Description of the task: Since the copy must hold text only, transcribe the data below exactly and omit the images.

[Extracted data entries]
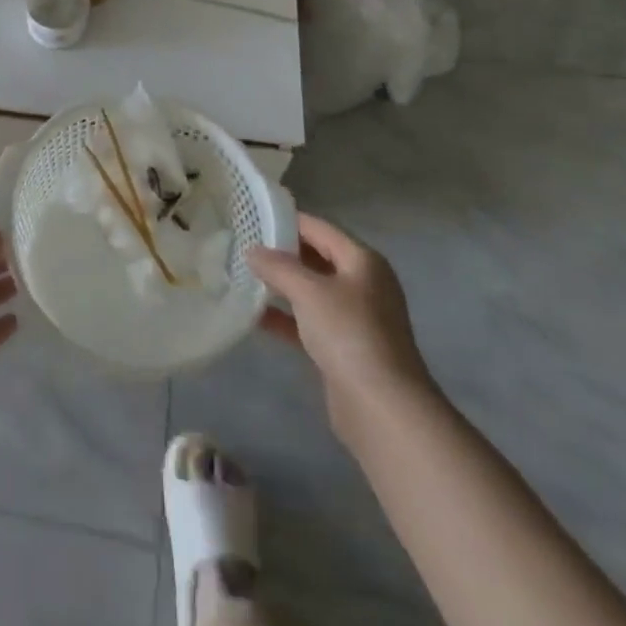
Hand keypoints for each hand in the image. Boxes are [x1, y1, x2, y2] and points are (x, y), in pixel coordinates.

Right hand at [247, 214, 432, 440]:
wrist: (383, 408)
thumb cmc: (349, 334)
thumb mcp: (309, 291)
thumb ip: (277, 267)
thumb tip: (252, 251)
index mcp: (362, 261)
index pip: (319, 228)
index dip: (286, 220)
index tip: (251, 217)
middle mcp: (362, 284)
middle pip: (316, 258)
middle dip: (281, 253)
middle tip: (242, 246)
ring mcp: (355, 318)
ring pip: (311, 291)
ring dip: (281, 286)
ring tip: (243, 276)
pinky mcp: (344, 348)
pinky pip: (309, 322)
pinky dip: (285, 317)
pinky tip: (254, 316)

Result of this exercise:
Hand keypoints for each hand in the image. Boxes are [x1, y1, x2, y2] and points are (x, y), in pixel coordinates.

Right hand at [247, 214, 432, 440]:
wrist: (383, 408)
thumb cmc: (349, 334)
thumb mcp: (309, 291)
thumb ip: (277, 267)
thumb tip: (252, 251)
index mcp: (362, 261)
index pip: (319, 228)
index dip: (286, 220)
index tip: (251, 217)
middle mcp: (362, 284)
middle pip: (316, 258)
middle dip: (281, 253)
middle tip: (242, 246)
ring mcp: (355, 318)
ring pip: (311, 291)
ring dip: (281, 286)
ring tip: (243, 276)
pinky mcp: (344, 348)
pinky pip: (309, 322)
pinky dip: (285, 317)
pinky tip: (254, 316)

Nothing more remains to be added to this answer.